Sunday, October 18, 2009


Today I was walking with my host mom and a relative of hers who has a one month old adorable baby. The baby got the hiccups so they picked a left from a plant, wet it, and stuck it to the baby’s forehead. My first weekend here I was told church started at 8am, but we didn’t even leave the house until 8:05 (Mozambique time is very…flexible). Then the second weekend my grandmother told me while I was bathing at about 7:30 that we were going to be late and needed to leave. So tonight I asked her what time we were going to leave tomorrow morning and she said at 8. When I explained why I was confused, my mom explained that my grandmother doesn’t use a clock or watch so when she decides it’s time to go, it’s time.

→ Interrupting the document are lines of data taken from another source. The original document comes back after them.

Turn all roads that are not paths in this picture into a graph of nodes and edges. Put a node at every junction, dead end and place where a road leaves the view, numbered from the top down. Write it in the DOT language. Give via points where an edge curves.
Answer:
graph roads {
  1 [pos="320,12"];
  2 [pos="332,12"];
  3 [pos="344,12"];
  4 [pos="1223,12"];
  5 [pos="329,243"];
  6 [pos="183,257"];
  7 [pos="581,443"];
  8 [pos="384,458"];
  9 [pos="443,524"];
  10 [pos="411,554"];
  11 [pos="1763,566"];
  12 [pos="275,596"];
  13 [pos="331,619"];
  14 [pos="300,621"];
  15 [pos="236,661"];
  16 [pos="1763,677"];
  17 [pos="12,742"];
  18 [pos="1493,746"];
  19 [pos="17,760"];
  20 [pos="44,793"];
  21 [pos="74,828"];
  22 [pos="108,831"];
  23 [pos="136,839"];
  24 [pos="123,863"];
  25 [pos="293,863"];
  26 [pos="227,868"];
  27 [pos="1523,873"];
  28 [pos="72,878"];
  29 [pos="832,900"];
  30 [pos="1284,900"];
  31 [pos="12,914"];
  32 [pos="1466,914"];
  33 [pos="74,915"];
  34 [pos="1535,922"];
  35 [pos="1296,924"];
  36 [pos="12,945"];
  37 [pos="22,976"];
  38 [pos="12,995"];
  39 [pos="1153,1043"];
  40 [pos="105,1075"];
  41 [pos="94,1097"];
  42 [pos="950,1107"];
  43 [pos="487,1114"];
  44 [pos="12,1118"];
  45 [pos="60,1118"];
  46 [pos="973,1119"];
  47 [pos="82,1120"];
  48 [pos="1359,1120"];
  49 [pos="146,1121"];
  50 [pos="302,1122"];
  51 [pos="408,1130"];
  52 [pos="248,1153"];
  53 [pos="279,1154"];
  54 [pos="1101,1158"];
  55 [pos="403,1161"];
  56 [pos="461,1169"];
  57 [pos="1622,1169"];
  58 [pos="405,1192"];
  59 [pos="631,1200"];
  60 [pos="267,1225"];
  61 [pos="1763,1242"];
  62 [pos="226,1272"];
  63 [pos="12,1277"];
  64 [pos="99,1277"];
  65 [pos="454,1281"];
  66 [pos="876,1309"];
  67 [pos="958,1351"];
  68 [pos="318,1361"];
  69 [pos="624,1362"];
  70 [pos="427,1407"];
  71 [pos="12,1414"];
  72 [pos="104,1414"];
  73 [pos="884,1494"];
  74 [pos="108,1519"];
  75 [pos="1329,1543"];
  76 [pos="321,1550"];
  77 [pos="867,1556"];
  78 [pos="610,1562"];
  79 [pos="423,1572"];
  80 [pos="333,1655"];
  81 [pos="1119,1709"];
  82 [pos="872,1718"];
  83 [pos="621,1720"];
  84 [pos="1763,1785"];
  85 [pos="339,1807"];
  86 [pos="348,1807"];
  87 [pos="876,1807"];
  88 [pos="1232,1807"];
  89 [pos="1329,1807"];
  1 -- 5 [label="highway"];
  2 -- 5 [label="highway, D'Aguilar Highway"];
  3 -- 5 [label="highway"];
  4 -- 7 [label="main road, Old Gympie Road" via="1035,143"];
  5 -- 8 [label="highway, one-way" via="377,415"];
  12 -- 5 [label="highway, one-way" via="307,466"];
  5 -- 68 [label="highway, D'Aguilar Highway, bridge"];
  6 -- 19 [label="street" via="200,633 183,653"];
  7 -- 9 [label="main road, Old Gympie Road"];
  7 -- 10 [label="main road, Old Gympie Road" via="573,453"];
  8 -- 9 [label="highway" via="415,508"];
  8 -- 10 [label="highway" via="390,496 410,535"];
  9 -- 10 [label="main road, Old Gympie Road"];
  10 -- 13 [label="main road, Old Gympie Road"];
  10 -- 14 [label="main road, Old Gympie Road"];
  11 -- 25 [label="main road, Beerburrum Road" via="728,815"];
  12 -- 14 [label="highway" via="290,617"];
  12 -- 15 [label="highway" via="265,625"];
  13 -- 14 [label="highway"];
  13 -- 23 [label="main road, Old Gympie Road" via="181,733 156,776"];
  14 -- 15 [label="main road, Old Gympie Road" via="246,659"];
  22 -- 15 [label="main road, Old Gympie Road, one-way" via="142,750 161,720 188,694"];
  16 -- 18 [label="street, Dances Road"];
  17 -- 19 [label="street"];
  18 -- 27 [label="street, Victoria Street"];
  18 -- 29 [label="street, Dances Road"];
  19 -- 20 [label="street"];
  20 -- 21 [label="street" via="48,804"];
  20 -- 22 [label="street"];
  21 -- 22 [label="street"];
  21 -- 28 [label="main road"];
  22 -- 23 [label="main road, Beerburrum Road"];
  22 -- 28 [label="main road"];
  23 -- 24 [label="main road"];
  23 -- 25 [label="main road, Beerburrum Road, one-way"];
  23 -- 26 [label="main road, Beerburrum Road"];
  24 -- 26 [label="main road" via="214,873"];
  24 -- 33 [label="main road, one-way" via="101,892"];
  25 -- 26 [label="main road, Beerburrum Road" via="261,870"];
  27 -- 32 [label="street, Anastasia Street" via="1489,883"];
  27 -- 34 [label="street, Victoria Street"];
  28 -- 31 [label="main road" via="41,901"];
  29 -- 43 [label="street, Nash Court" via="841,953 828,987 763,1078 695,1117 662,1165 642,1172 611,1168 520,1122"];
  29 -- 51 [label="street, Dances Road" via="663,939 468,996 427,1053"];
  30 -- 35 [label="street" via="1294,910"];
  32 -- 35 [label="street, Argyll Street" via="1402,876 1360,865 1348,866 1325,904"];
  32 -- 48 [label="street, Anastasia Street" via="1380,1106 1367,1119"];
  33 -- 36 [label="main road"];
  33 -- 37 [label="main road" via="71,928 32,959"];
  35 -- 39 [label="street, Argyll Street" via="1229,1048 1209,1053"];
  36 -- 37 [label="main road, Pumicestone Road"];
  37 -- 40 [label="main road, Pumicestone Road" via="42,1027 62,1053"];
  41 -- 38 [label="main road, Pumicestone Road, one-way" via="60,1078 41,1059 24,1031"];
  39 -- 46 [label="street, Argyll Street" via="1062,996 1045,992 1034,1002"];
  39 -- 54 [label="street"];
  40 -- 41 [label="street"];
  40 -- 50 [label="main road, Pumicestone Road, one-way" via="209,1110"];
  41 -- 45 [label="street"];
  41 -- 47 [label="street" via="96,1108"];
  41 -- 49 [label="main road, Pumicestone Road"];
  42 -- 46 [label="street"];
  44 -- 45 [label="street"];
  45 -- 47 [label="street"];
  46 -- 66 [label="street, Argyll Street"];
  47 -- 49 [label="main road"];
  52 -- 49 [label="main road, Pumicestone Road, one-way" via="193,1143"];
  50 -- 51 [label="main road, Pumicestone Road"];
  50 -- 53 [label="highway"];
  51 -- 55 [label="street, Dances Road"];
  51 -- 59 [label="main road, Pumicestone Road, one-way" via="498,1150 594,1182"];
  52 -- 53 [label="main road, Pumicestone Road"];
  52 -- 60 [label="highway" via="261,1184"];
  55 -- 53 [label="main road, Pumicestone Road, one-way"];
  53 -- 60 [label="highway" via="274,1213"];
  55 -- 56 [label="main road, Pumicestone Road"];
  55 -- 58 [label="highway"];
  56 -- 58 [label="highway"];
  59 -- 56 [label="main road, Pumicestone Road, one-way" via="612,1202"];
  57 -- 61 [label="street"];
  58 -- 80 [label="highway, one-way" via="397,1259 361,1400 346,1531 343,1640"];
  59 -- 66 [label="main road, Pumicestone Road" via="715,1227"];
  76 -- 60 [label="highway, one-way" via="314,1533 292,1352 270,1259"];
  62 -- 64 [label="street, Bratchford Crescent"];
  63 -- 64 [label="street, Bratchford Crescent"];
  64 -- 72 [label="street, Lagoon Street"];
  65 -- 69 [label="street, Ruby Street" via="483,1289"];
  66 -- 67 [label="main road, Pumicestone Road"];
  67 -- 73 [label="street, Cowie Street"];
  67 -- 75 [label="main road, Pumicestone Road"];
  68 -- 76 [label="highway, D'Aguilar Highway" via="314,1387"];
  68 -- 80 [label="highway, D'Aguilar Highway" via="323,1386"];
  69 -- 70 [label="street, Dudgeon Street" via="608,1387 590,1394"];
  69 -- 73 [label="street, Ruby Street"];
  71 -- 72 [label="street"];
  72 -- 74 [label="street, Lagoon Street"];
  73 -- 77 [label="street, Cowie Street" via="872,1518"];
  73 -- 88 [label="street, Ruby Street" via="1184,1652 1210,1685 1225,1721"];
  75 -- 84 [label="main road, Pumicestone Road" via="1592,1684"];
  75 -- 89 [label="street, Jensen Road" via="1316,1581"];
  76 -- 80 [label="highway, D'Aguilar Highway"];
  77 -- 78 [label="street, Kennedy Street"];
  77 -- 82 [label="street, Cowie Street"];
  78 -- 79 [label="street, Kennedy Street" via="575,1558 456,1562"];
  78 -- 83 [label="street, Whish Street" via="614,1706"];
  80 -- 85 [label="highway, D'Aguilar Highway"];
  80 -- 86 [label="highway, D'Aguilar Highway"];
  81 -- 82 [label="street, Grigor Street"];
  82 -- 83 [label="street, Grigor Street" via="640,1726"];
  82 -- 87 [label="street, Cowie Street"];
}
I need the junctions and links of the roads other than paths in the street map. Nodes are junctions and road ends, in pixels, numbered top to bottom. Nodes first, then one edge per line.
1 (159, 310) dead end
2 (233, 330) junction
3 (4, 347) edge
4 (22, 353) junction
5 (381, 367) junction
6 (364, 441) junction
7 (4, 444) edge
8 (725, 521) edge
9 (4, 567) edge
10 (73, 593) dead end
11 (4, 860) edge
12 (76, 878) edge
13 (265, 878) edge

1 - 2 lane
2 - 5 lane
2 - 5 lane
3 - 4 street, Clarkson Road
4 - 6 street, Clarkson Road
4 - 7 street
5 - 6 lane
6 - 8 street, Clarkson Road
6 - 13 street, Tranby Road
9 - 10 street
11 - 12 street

That’s when I realized, I don’t think there is a clock in our house.
“Passear” in Portuguese is translated in the dictionary as “to go for a walk” or “to take for a walk.” The idea is really to walk with no real purpose but for the simple pleasure of walking. For example, you would never passear to school or the store. It’s wonderful. People just passear.


  1. French has something like that-- "se promener" which is basically "to go for a walk" or "to stroll." I think it's very epitomizing that we don't have anything like that in English...

  2. very similar in Italian also.

    after dinner there is "la passegiata".